Я открыл рот. Вначале я не мог выдавить из себя ни звука. Мое лицо было совершенно мокро от дождя, но в горле у меня была пустынная сухость и комок удивления. Джейн смотрела на меня, не улыбаясь, а свет начал угасать. Вскоре я ее уже почти не видел: бледное пятно ладони на цепи качелей, неясное очертание плеча, волны развевающихся волос…
— Джейн, — прошептал я. Боже, как я был перепуган. Качели замедляли свои колебания. Затем цепи неожиданно перестали скрипеть.
— Джейн! — закричал я. На секунду страх снова потерять ее победил весь накопившийся испуг. Если она была здесь на самом деле, если благодаря каким-то адским силам она все еще была здесь, если она все еще томится в чистилище или в потустороннем мире, если она все еще не совсем умерла, то, может быть…
Я не позвал ее снова. Я хотел, но что-то меня удержало. Качели качнулись еще пару раз и замерли. Я посмотрел на них, а потом медленно подошел к ним и положил руку на мокрый деревянный поручень. На нем не было ничего, никакого следа, который сказал бы мне, что там кто-то сидел. Два углубления, протертые в сиденье, были заполнены водой.
— Джейн, — выдавил я в третий раз, вполголоса, но при этом у меня уже не было чувства, что Джейн где-то близко. И я не был уверен, что действительно хочу вызвать ее сюда. Для чего ей возвращаться? Ее изуродованное тело уже больше месяца разлагается в гробу. Ей уже не вернуть себе свое прежнее земное воплощение. Так действительно ли я хотел, чтобы она посещала дом и сад, чтобы она преследовала меня своим присутствием? Когда-то она жила, но теперь она была мертва, а умершие не должны возвращаться в мир живых.

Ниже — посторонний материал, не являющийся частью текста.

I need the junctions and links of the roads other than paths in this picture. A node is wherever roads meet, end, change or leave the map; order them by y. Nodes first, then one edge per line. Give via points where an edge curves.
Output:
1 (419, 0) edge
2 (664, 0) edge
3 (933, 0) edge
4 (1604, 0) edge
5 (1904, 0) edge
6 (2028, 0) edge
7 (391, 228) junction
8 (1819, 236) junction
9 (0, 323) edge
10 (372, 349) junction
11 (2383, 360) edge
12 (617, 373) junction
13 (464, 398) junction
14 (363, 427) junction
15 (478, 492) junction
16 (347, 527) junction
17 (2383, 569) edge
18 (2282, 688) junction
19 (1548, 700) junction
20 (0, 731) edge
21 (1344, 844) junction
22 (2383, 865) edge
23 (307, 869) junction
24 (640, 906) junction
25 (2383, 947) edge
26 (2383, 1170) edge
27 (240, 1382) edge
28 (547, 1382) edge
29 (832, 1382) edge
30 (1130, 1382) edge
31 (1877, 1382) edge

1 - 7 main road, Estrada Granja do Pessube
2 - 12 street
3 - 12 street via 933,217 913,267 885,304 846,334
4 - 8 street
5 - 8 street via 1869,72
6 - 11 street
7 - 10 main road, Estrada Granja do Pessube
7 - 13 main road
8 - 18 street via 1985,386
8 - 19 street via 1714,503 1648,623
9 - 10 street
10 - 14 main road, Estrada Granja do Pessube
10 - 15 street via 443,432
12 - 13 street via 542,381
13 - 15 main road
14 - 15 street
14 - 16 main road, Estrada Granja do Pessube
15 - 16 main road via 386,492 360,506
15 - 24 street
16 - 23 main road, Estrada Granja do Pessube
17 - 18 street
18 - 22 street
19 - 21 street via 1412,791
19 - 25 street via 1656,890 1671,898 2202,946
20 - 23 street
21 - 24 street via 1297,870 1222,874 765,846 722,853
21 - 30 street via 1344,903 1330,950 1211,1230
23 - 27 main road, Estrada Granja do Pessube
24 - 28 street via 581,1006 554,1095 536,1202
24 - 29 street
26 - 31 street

Я не позвал ее еще и по другой причине. Я припомнил, что Эдвард Уордвелл сказал мне несколько часов назад в Салеме. «Знаете ли вы, что Грейнитхед до 1703 года назывался „Восстание Из Мертвых“?»
Промокший и глубоко потрясенный, я вернулся домой. Прежде, чем войти внутрь, я посмотрел на прикрытые ставни спальни. Мне показалось, что я замечаю голубовато-белое свечение, но наверно это было иллюзией. Ведь каждый кошмар должен когда-то закончиться.